Opening Day was supposed to take place yesterday at 2:05 p.m. ET … and I am so glad that it instead took place today at 4:05 p.m. ET, because yesterday, I wouldn’t have seen a single moment of the game, but today, I was kicking it in front of the tube, watching Josh Beckett dominate whilst quaffing a pilsner glass full of delicious Sam Adams Boston Ale. Yum.
Zan also was way psyched about watching the game … and, in case I haven’t mentioned it, when he gets really excited and pumped up, he sometimes doesn’t know what to do with himself and ends up expressing his excitement in a very physical, out-of-control fashion.
For example, when Dustin Pedroia hit a home run into the Green Monster seats during his first at-bat of the season, Zan, who was seated next to me on the couch, leapt onto my shoulders and head … which I initially was extremely unthrilled about, because the painful spasms I was having in my upper back and neck last week returned yesterday afternoon, and having a 65-pound 5-year-old crowd surf on my dome really set off some painful fireworks.
Ironically, it turned out that he did me a favor by accosting me, and here’s why:
When this kind of back spasm occurs, I often am able to alleviate much of the discomfort by self-administering a chiropractic-like adjustment to my spine (and in case you’re wondering how I accomplish this: I crouch down next to one side of the couch, facing away from the couch itself, then lean back so that my upper back rests atop the arm of the couch, raise my arms over my head, and allow the weight of my upper body and lower body to bow my spine backward, an action that oftentimes results in a single vertebrae snapping back into place, and DEAR GAWD is that a fucking relief).
My back was bothering me a lot when I was trying to get to sleep last night, so around midnight, I got out of bed and tried my couch trick … repeatedly … and unsuccessfully; no snapping. Apparently, my spine wasn’t out of whack enough for my little trick to correct things—which sucked, because every time I moved in my sleep, I got a nice little jolt of pain that awakened me.

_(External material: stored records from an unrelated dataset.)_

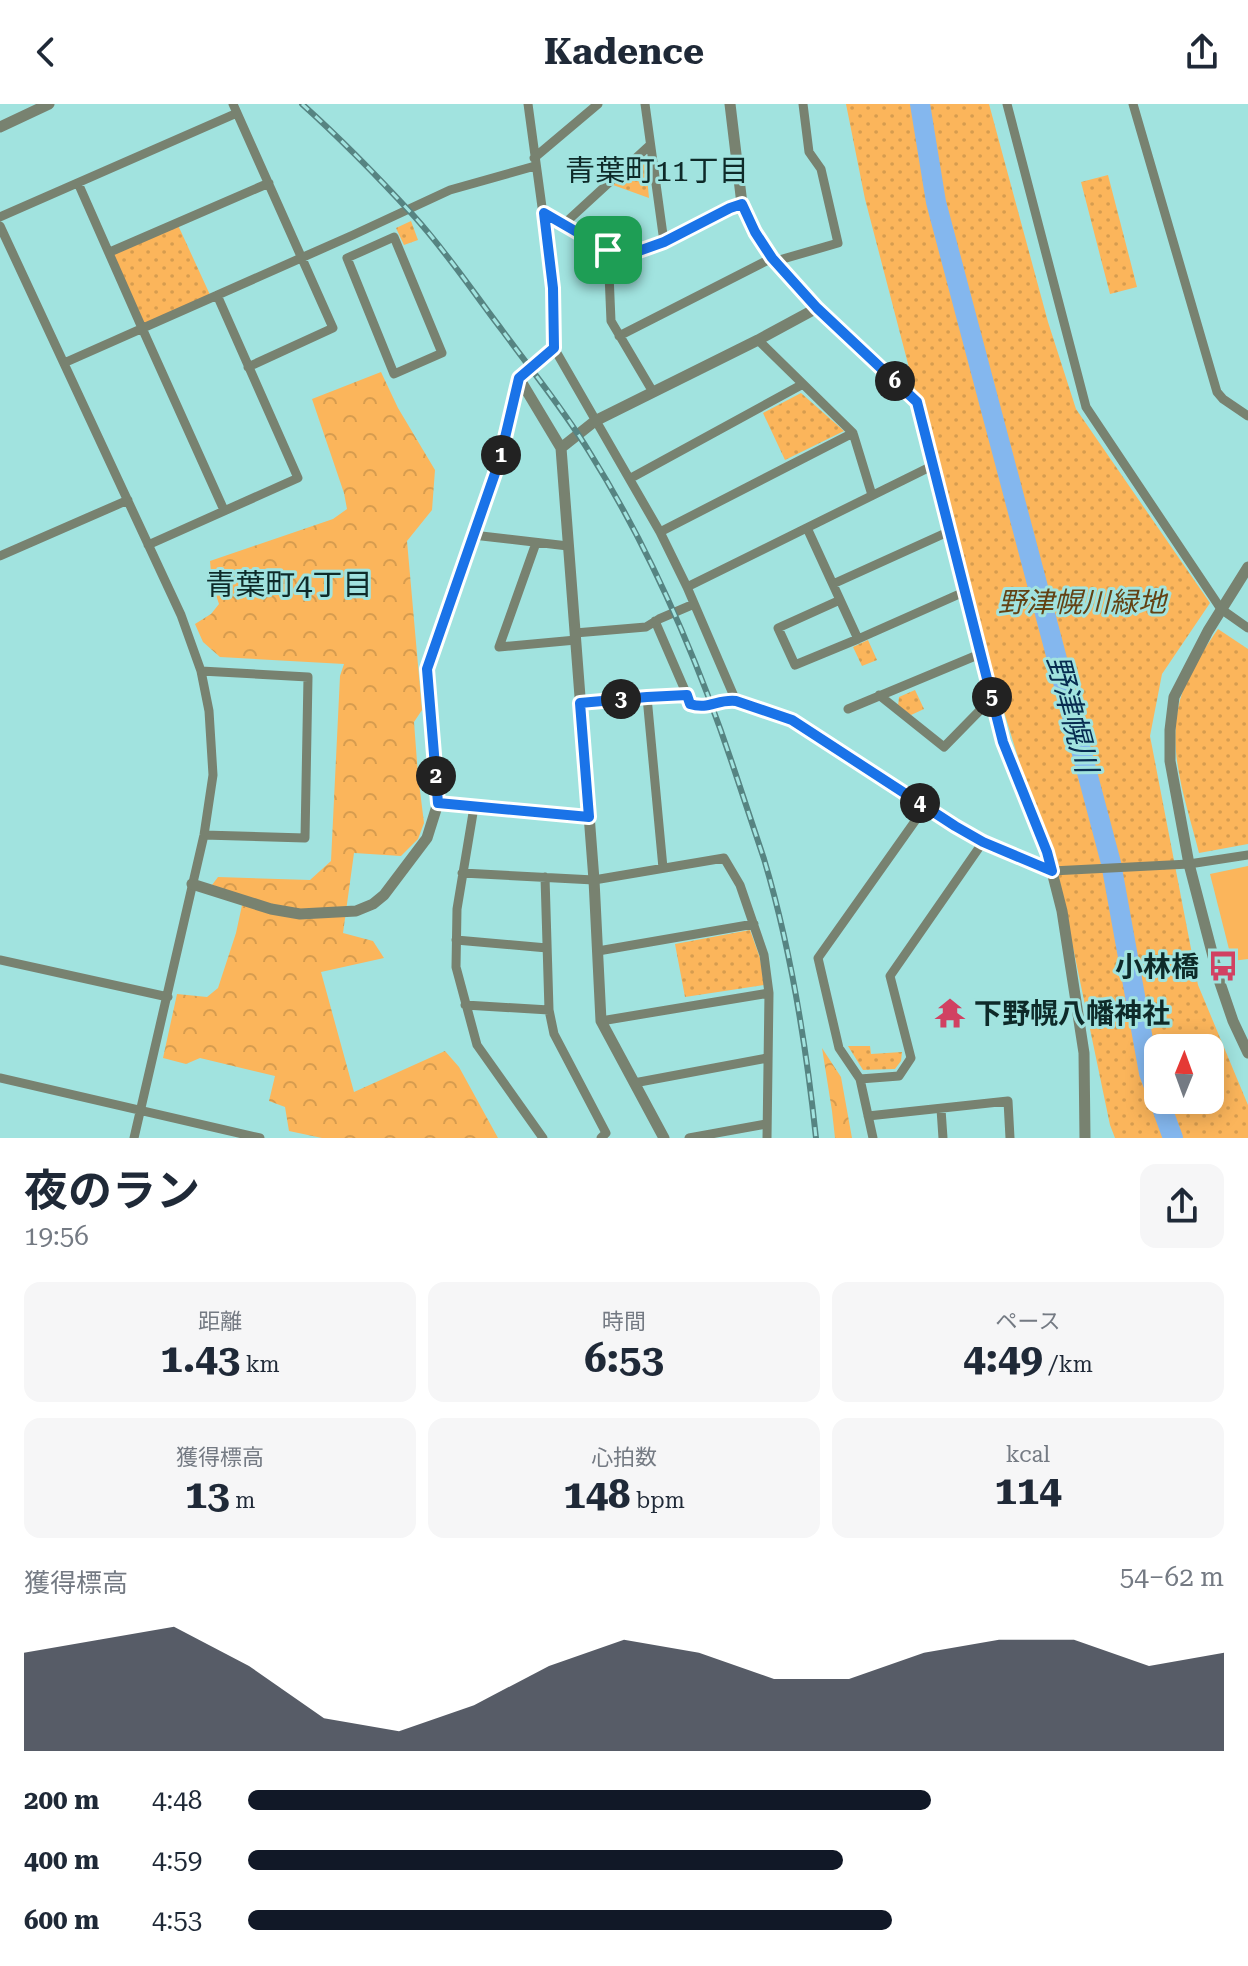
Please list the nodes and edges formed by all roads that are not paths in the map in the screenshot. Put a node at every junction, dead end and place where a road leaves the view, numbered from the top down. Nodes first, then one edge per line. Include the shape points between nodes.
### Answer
1 (49, 104) edge
2 (528, 104) edge
3 (598, 104) edge
4 (645, 104) edge
5 (730, 104) edge
6 (803, 104) edge
7 (1007, 104) edge
8 (1133, 104) edge
9 (235, 108) edge
10 (0, 127) edge
11 (650, 145) junction
12 (535, 162) junction
13 (78, 183) junction
14 (269, 183) junction
15 (742, 204) junction
16 (544, 213) junction
17 (0, 217) edge
18 (564, 224) junction
19 (0, 226) edge
20 (353, 235) junction
21 (664, 242) junction
22 (608, 250) junction
23 (363, 251) junction
24 (110, 252) junction
25 (301, 258) junction
26 (774, 260) junction
27 (217, 295) junction
28 (817, 308) junction
29 (142, 328) junction
30 (619, 336) junction
31 (758, 340) junction
32 (554, 348) junction
33 (64, 363) junction
34 (248, 367) junction
35 (519, 378) junction
36 (803, 384) junction
37 (653, 392) junction
38 (1248, 416) edge
39 (595, 421) junction
40 (853, 433) junction
41 (561, 448) junction
42 (934, 465) junction
43 (631, 478) junction
44 (872, 495) junction
45 (128, 500) junction
46 (224, 510) junction
47 (807, 528) junction
48 (950, 531) junction
49 (660, 532) junction
50 (473, 535) junction
51 (536, 543) junction
52 (148, 545) junction
53 (568, 546) junction
54 (0, 556) edge
55 (1248, 567) edge
56 (833, 584) junction
57 (687, 587) junction
58 (964, 592) junction
59 (840, 600) junction
60 (694, 604) junction
61 (1221, 609) junction
62 (655, 621) junction
63 (1248, 628) edge
64 (576, 636) junction
65 (858, 639) junction
66 (980, 654) junction
67 (201, 671) junction
68 (687, 695) junction
69 (879, 695) junction
70 (647, 697) junction
71 (992, 698) junction
72 (736, 701) junction
73 (580, 703) junction
74 (848, 709) dead end
75 (438, 803) junction
76 (474, 807) junction
77 (925, 807) junction
78 (589, 817) junction
79 (204, 835) junction
80 (983, 842) junction
81 (1248, 855) edge
82 (1189, 864) junction
83 (663, 868) junction
84 (1052, 871) junction
85 (462, 873) junction
86 (545, 877) junction
87 (594, 880) junction
88 (192, 884) junction
89 (754, 924) junction
90 (456, 940) junction
91 (547, 948) junction
92 (598, 951) junction
93 (0, 960) edge
94 (769, 993) junction
95 (168, 997) junction
96 (465, 1005) junction
97 (549, 1010) junction
98 (601, 1021) junction
99 (1244, 1036) edge
100 (1248, 1053) edge
101 (767, 1058) junction
102 (0, 1078) edge
103 (860, 1079) junction
104 (634, 1083) junction
105 (941, 1109) junction
106 (140, 1112) junction
107 (868, 1116) junction
108 (766, 1124) junction
109 (225, 1134) edge
110 (134, 1138) edge
111 (260, 1138) edge
112 (543, 1138) edge
113 (601, 1138) edge
114 (664, 1138) edge
115 (689, 1138) edge
116 (767, 1138) edge
117 (873, 1138) edge
118 (943, 1138) edge
119 (1010, 1138) edge
120 (1085, 1138) edge
121 (1093, 1138) edge

1 - 10 street
2 - 12 street
3 - 12 street
4 - 11 street
5 - 15 street
6 - 26 street via 809,152 821,169 838,243
7 - 61 street via 1086,407
8 - 38 street via 1217,392
9 - 13 street
9 - 14 street
11 - 18 street
11 - 21 street
12 - 16 street
12 - 20 street via 450,190
13 - 17 street
13 - 24 street
14 - 24 street
14 - 25 street
15 - 21 street
15 - 26 street
16 - 18 street
16 - 32 street
18 - 22 street
19 - 33 street
20 - 23 street
20 - 25 street
21 - 22 street via 636,252
22 - 30 street via 611,321
23 - 23 street via 347,258 394,374 442,353 394,237
24 - 29 street
25 - 27 street
25 - 34 street via 333,328
26 - 28 street
26 - 30 street
27 - 29 street
27 - 34 street
28 - 31 street
28 - 42 street via 917,402
29 - 33 street
29 - 46 street
30 - 37 street
31 - 36 street
31 - 37 street
32 - 35 street
32 - 39 street
33 - 45 street
34 - 46 street via 298,478
35 - 41 street
35 - 50 street via 500,459
36 - 40 street
36 - 43 street
37 - 39 street
39 - 41 street
39 - 43 street
40 - 44 street
40 - 49 street
41 - 53 street
42 - 44 street
42 - 48 street
43 - 49 street
44 - 47 street
45 - 52 street
45 - 54 street
46 - 52 street
47 - 56 street
47 - 57 street
48 - 56 street
48 - 58 street
49 - 57 street
50 - 51 street
50 - 75 street via 427,669
51 - 53 street
51 - 64 street via 499,647
52 - 67 street
53 - 64 street
55 - 61 street
56 - 59 street
57 - 60 street
58 - 65 street
58 - 66 street
59 - 65 street
59 - 65 street via 778,628 795,665
60 - 62 street
60 - 72 street
61 - 63 street
61 - 82 street via 1172,708 1170,761
62 - 64 street via 646,627
62 - 68 street
64 - 73 street
66 - 69 street
66 - 71 street
67 - 79 street via 213,775
67 - 79 street via 308,677 305,838
68 - 70 street
68 - 72 street via 690,704 701,708
69 - 71 street via 944,747
69 - 74 street
70 - 73 street
70 - 83 street
71 - 84 street via 1003,742
72 - 77 street via 792,720
73 - 78 street
75 - 76 street
75 - 88 street via 427,838 384,895 356,911 300,914
76 - 78 street
76 - 85 street
77 - 80 street
77 - 103 street via 818,958 839,1048
78 - 87 street
79 - 88 street
80 - 84 street
80 - 103 street via 890,976 911,1058 899,1076
81 - 82 street
82 - 84 street
82 - 99 street via 1220,983
83 - 87 street
83 - 89 street via 724,858
84 - 120 street via 1084,1053
85 - 86 street
85 - 90 street
86 - 87 street
86 - 91 street
87 - 92 street
88 - 95 street
89 - 92 street
89 - 94 street
90 - 91 street
90 - 96 street
91 - 97 street
92 - 98 street
93 - 95 street
94 - 98 street
94 - 101 street
95 - 106 street
96 - 97 street
96 - 112 street via 477,1045
97 - 113 street via 554,1034 606,1133
98 - 104 street
99 - 100 street
101 - 104 street
101 - 108 street
102 - 106 street
103 - 107 street
104 - 114 street
105 - 107 street
105 - 118 street
105 - 119 street via 1008,1101
106 - 109 street
106 - 110 street
107 - 117 street
108 - 115 street
108 - 116 street
109 - 111 street
120 - 121 street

But along comes my son today, leaping onto my head and shoulders, which really knocked my shit out of line, so when I shortly thereafter reattempted my couch trick, my spine snapped, crackled and popped like a bowl of Rice motherf’n Crispies.
Point being: my back feels much better, and it’s all thanks to the Red Sox, who not only inspired Zan to help cure my back pain, but also kicked ass in today’s game. Booyah.